# Assigned task:
Can you transcribe every record below exactly as it appears?

# Provided entries:
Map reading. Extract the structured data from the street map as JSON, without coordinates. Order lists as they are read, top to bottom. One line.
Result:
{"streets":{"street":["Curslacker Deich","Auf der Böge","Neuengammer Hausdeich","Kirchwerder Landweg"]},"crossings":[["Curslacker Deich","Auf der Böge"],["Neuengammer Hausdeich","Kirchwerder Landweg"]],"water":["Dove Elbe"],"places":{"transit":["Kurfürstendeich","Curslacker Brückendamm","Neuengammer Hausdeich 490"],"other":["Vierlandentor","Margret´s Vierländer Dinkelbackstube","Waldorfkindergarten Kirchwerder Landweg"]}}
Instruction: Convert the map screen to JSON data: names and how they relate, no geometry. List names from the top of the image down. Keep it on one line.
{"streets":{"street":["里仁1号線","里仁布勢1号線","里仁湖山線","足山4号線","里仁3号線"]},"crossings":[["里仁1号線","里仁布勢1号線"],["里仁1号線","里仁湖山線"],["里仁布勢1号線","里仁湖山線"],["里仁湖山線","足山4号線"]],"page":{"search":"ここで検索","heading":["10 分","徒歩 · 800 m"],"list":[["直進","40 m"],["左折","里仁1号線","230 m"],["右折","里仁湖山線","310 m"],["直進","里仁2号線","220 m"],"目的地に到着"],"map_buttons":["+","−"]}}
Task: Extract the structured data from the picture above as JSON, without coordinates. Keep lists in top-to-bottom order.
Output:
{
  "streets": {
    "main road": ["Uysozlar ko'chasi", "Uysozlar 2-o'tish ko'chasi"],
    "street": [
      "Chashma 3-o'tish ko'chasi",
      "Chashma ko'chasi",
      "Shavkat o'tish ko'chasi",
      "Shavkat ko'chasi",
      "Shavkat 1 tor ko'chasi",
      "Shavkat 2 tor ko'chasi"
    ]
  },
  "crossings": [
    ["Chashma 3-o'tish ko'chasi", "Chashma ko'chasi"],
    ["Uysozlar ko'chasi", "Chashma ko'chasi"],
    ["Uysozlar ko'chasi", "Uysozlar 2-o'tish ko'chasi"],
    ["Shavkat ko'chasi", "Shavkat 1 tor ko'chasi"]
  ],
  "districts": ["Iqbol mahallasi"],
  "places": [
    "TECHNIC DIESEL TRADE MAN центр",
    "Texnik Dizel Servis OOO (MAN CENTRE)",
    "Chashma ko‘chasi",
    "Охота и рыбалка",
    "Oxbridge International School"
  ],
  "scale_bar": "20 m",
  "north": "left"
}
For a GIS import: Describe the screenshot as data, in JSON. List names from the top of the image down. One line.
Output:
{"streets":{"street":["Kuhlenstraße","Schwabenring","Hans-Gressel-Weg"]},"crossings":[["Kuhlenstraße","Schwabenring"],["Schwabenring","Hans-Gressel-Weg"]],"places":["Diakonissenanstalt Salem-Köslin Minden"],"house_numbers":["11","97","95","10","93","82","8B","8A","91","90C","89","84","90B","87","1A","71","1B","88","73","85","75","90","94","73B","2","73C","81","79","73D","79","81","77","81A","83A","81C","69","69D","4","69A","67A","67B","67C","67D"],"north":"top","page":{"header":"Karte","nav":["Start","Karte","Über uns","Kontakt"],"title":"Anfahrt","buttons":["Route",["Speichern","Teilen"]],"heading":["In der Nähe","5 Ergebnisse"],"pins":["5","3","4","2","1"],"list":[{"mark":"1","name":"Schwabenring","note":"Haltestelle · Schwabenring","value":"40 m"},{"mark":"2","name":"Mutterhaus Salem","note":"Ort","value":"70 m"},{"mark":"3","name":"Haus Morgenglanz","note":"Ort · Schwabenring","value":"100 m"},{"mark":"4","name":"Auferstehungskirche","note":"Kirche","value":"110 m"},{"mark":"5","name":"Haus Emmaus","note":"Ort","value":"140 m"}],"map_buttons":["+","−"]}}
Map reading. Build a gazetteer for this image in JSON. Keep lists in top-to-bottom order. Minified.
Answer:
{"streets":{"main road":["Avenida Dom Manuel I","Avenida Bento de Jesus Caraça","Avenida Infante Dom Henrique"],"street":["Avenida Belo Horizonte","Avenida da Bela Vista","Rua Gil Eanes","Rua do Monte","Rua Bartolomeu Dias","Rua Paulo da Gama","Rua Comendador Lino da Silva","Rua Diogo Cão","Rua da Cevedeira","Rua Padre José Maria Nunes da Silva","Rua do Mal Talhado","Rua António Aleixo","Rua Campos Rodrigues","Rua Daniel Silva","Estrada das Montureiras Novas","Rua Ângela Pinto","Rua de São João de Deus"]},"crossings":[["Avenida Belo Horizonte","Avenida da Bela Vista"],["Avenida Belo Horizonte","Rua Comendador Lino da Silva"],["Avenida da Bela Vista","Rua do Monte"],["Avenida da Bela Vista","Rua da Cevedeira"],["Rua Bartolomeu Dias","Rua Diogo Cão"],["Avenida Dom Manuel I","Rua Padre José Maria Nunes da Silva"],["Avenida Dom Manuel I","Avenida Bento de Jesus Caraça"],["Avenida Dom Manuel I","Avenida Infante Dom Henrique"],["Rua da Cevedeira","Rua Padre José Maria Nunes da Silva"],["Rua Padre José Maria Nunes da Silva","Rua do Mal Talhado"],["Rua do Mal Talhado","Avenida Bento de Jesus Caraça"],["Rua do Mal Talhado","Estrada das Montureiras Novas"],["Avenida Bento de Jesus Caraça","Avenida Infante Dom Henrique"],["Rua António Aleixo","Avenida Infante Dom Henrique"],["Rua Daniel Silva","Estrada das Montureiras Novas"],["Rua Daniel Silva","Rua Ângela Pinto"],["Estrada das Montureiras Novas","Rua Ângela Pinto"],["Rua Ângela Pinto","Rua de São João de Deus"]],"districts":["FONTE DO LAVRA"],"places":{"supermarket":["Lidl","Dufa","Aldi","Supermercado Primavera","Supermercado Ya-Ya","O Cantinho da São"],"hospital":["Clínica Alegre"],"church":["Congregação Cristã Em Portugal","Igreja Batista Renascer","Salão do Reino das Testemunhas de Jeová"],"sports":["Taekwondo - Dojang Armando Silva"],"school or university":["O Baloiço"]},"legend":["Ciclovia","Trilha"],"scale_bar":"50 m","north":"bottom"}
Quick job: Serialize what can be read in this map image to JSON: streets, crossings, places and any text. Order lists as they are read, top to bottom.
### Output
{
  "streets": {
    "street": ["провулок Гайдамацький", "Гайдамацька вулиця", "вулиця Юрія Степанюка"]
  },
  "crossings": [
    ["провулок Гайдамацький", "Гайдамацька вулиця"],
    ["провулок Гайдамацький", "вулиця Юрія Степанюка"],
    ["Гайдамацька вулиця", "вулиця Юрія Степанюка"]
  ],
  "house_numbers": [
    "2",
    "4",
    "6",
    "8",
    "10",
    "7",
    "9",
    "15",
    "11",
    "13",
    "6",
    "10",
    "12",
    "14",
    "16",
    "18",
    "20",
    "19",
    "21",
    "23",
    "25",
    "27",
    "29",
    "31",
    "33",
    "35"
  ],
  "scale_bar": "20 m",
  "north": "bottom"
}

# Answer to this problem:
Map reading. Extract the structured data from the street map as JSON, without coordinates. Order lists as they are read, top to bottom. One line.
Result:
{"streets":{"street":["Curslacker Deich","Auf der Böge","Neuengammer Hausdeich","Kirchwerder Landweg"]},"crossings":[["Curslacker Deich","Auf der Böge"],["Neuengammer Hausdeich","Kirchwerder Landweg"]],"water":["Dove Elbe"],"places":{"transit":["Kurfürstendeich","Curslacker Brückendamm","Neuengammer Hausdeich 490"],"other":["Vierlandentor","Margret´s Vierländer Dinkelbackstube","Waldorfkindergarten Kirchwerder Landweg"]}}
Instruction: Convert the map screen to JSON data: names and how they relate, no geometry. List names from the top of the image down. Keep it on one line.
{"streets":{"street":["里仁1号線","里仁布勢1号線","里仁湖山線","足山4号線","里仁3号線"]},"crossings":[["里仁1号線","里仁布勢1号線"],["里仁1号線","里仁湖山線"],["里仁布勢1号線","里仁湖山線"],["里仁湖山線","足山4号線"]],"page":{"search":"ここで検索","heading":["10 分","徒歩 · 800 m"],"list":[["直進","40 m"],["左折","里仁1号線","230 m"],["右折","里仁湖山線","310 m"],["直進","里仁2号線","220 m"],"目的地に到着"],"map_buttons":["+","−"]}}
Task: Extract the structured data from the picture above as JSON, without coordinates. Keep lists in top-to-bottom order.
Output:
{
  "streets": {
    "main road": ["Uysozlar ko'chasi", "Uysozlar 2-o'tish ko'chasi"],
    "street": [
      "Chashma 3-o'tish ko'chasi",
      "Chashma ko'chasi",
      "Shavkat o'tish ko'chasi",
      "Shavkat ko'chasi",
      "Shavkat 1 tor ko'chasi",
      "Shavkat 2 tor ko'chasi"
    ]
  },
  "crossings": [
    ["Chashma 3-o'tish ko'chasi", "Chashma ko'chasi"],
    ["Uysozlar ko'chasi", "Chashma ko'chasi"],
    ["Uysozlar ko'chasi", "Uysozlar 2-o'tish ko'chasi"],
    ["Shavkat ko'chasi", "Shavkat 1 tor ko'chasi"]
  ],
  "districts": ["Iqbol mahallasi"],
  "places": [
    "TECHNIC DIESEL TRADE MAN центр",
    "Texnik Dizel Servis OOO (MAN CENTRE)",
    "Chashma ko‘chasi",
    "Охота и рыбалка",
    "Oxbridge International School"
  ],
  "scale_bar": "20 m",
  "north": "left"
}
For a GIS import: Describe the screenshot as data, in JSON. List names from the top of the image down. One line.
Output:
{"streets":{"street":["Kuhlenstraße","Schwabenring","Hans-Gressel-Weg"]},"crossings":[["Kuhlenstraße","Schwabenring"],["Schwabenring","Hans-Gressel-Weg"]],"places":["Diakonissenanstalt Salem-Köslin Minden"],"house_numbers":["11","97","95","10","93","82","8B","8A","91","90C","89","84","90B","87","1A","71","1B","88","73","85","75","90","94","73B","2","73C","81","79","73D","79","81","77","81A","83A","81C","69","69D","4","69A","67A","67B","67C","67D"],"north":"top","page":{"header":"Karte","nav":["Start","Karte","Über uns","Kontakt"],"title":"Anfahrt","buttons":["Route",["Speichern","Teilen"]],"heading":["In der Nähe","5 Ergebnisse"],"pins":["5","3","4","2","1"],"list":[{"mark":"1","name":"Schwabenring","note":"Haltestelle · Schwabenring","value":"40 m"},{"mark":"2","name":"Mutterhaus Salem","note":"Ort","value":"70 m"},{"mark":"3","name":"Haus Morgenglanz","note":"Ort · Schwabenring","value":"100 m"},{"mark":"4","name":"Auferstehungskirche","note":"Kirche","value":"110 m"},{"mark":"5","name":"Haus Emmaus","note":"Ort","value":"140 m"}],"map_buttons":["+","−"]}}
Map reading. Build a gazetteer for this image in JSON. Keep lists in top-to-bottom order. Minified.
Answer:
{"streets":{"main road":["Avenida Dom Manuel I","Avenida Bento de Jesus Caraça","Avenida Infante Dom Henrique"],"street":["Avenida Belo Horizonte","Avenida da Bela Vista","Rua Gil Eanes","Rua do Monte","Rua Bartolomeu Dias","Rua Paulo da Gama","Rua Comendador Lino da Silva","Rua Diogo Cão","Rua da Cevedeira","Rua Padre José Maria Nunes da Silva","Rua do Mal Talhado","Rua António Aleixo","Rua Campos Rodrigues","Rua Daniel Silva","Estrada das Montureiras Novas","Rua Ângela Pinto","Rua de São João de Deus"]},"crossings":[["Avenida Belo Horizonte","Avenida da Bela Vista"],["Avenida Belo Horizonte","Rua Comendador Lino da Silva"],["Avenida da Bela Vista","Rua do Monte"],["Avenida da Bela Vista","Rua da Cevedeira"],["Rua Bartolomeu Dias","Rua Diogo Cão"],["Avenida Dom Manuel I","Rua Padre José Maria Nunes da Silva"],["Avenida Dom Manuel I","Avenida Bento de Jesus Caraça"],["Avenida Dom Manuel I","Avenida Infante Dom Henrique"],["Rua da Cevedeira","Rua Padre José Maria Nunes da Silva"],["Rua Padre José Maria Nunes da Silva","Rua do Mal Talhado"],["Rua do Mal Talhado","Avenida Bento de Jesus Caraça"],["Rua do Mal Talhado","Estrada das Montureiras Novas"],["Avenida Bento de Jesus Caraça","Avenida Infante Dom Henrique"],["Rua António Aleixo","Avenida Infante Dom Henrique"],["Rua Daniel Silva","Estrada das Montureiras Novas"],["Rua Daniel Silva","Rua Ângela Pinto"],["Estrada das Montureiras Novas","Rua Ângela Pinto"],["Rua Ângela Pinto","Rua de São João de Deus"]],"districts":["FONTE DO LAVRA"],"places":{"supermarket":["Lidl","Dufa","Aldi","Supermercado Primavera","Supermercado Ya-Ya","O Cantinho da São"],"hospital":["Clínica Alegre"],"church":["Congregação Cristã Em Portugal","Igreja Batista Renascer","Salão do Reino das Testemunhas de Jeová"],"sports":["Taekwondo - Dojang Armando Silva"],"school or university":["O Baloiço"]},"legend":["Ciclovia","Trilha"],"scale_bar":"50 m","north":"bottom"}
Quick job: Serialize what can be read in this map image to JSON: streets, crossings, places and any text. Order lists as they are read, top to bottom.
### Output
{
  "streets": {
    "street": ["провулок Гайдамацький", "Гайдамацька вулиця", "вулиця Юрія Степанюка"]
  },
  "crossings": [
    ["провулок Гайдамацький", "Гайдамацька вулиця"],
    ["провулок Гайдамацький", "вулиця Юрія Степанюка"],
    ["Гайдамацька вулиця", "вулиця Юрія Степанюка"]
  ],
  "house_numbers": [
    "2",
    "4",
    "6",
    "8",
    "10",
    "7",
    "9",
    "15",
    "11",
    "13",
    "6",
    "10",
    "12",
    "14",
    "16",
    "18",
    "20",
    "19",
    "21",
    "23",
    "25",
    "27",
    "29",
    "31",
    "33",
    "35"
  ],
  "scale_bar": "20 m",
  "north": "bottom"
}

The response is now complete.